* **ACTION ITEM**: Count only the lines of the records that hold "links", then give the number without any other words.

*** RAW DATA Section Begins ***

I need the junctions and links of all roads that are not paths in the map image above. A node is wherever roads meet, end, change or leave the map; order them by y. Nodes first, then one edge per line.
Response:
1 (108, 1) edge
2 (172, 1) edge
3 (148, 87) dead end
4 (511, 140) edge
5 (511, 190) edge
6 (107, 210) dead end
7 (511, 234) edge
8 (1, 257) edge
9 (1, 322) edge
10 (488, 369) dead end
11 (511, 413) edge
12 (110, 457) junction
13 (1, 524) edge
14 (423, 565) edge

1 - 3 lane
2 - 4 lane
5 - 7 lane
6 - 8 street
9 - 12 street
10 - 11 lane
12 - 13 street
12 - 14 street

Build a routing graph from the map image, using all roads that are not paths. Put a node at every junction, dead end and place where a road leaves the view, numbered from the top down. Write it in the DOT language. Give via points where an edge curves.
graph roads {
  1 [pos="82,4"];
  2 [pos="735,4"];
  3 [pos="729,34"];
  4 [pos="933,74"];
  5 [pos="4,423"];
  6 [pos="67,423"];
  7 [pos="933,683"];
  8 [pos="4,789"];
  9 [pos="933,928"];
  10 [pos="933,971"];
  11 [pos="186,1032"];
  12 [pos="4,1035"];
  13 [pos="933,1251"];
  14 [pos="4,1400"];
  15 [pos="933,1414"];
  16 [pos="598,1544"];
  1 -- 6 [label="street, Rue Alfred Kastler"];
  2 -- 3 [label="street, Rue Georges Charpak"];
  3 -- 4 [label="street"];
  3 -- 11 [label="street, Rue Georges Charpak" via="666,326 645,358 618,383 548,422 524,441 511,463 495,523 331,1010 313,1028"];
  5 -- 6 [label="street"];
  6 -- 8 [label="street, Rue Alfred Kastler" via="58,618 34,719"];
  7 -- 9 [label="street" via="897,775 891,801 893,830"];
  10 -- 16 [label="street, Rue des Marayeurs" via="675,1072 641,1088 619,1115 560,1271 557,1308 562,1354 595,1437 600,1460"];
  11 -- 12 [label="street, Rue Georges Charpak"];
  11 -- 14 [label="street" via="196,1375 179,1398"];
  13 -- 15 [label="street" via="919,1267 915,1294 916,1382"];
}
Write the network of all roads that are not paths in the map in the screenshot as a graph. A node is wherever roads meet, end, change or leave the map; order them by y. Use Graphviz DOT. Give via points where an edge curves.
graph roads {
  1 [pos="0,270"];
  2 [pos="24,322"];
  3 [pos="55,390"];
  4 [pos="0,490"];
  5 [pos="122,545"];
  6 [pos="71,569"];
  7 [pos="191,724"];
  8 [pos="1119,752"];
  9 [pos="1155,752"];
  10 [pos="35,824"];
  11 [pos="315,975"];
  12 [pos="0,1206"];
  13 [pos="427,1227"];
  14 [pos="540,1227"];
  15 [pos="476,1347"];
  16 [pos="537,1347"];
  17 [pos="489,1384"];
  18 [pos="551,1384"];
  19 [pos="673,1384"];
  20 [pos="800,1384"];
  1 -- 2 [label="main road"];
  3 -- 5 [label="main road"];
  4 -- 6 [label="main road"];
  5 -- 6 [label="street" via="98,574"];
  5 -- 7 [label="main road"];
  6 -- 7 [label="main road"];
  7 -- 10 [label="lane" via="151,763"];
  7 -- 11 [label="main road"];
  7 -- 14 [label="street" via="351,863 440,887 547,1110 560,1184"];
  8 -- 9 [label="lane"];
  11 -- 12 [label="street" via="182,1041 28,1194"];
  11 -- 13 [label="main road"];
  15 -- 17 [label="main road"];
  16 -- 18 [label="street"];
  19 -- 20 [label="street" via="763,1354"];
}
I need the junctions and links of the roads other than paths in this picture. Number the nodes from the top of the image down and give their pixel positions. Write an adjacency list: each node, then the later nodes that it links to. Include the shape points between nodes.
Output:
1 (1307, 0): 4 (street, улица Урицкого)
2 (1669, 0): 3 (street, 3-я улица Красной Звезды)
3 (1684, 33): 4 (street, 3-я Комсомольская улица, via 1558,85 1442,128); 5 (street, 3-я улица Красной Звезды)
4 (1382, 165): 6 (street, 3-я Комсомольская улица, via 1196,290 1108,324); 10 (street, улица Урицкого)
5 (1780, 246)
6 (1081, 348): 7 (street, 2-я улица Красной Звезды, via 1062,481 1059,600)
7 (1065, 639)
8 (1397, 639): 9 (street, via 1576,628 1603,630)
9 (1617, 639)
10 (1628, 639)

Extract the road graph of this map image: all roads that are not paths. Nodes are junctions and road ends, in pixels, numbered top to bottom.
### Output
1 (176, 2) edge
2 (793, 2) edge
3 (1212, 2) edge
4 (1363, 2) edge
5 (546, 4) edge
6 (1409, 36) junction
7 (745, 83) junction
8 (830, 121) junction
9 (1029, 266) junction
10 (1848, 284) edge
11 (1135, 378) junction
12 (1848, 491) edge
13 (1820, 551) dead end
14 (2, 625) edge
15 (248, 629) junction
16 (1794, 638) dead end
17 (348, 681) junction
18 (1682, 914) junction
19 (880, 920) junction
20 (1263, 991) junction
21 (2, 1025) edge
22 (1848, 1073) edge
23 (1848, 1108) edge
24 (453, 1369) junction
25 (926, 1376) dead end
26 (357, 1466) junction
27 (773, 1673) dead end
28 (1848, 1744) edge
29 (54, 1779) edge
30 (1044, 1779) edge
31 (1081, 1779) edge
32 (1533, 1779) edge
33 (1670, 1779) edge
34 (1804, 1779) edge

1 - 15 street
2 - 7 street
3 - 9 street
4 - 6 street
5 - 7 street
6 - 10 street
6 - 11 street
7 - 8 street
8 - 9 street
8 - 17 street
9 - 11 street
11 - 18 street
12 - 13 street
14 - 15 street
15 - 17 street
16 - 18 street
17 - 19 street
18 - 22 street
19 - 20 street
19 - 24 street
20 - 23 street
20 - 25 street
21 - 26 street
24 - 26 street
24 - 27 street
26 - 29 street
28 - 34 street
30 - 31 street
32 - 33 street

*** RAW DATA Section Ends ***

* **RESPONSE TO THIS EXERCISE**: 2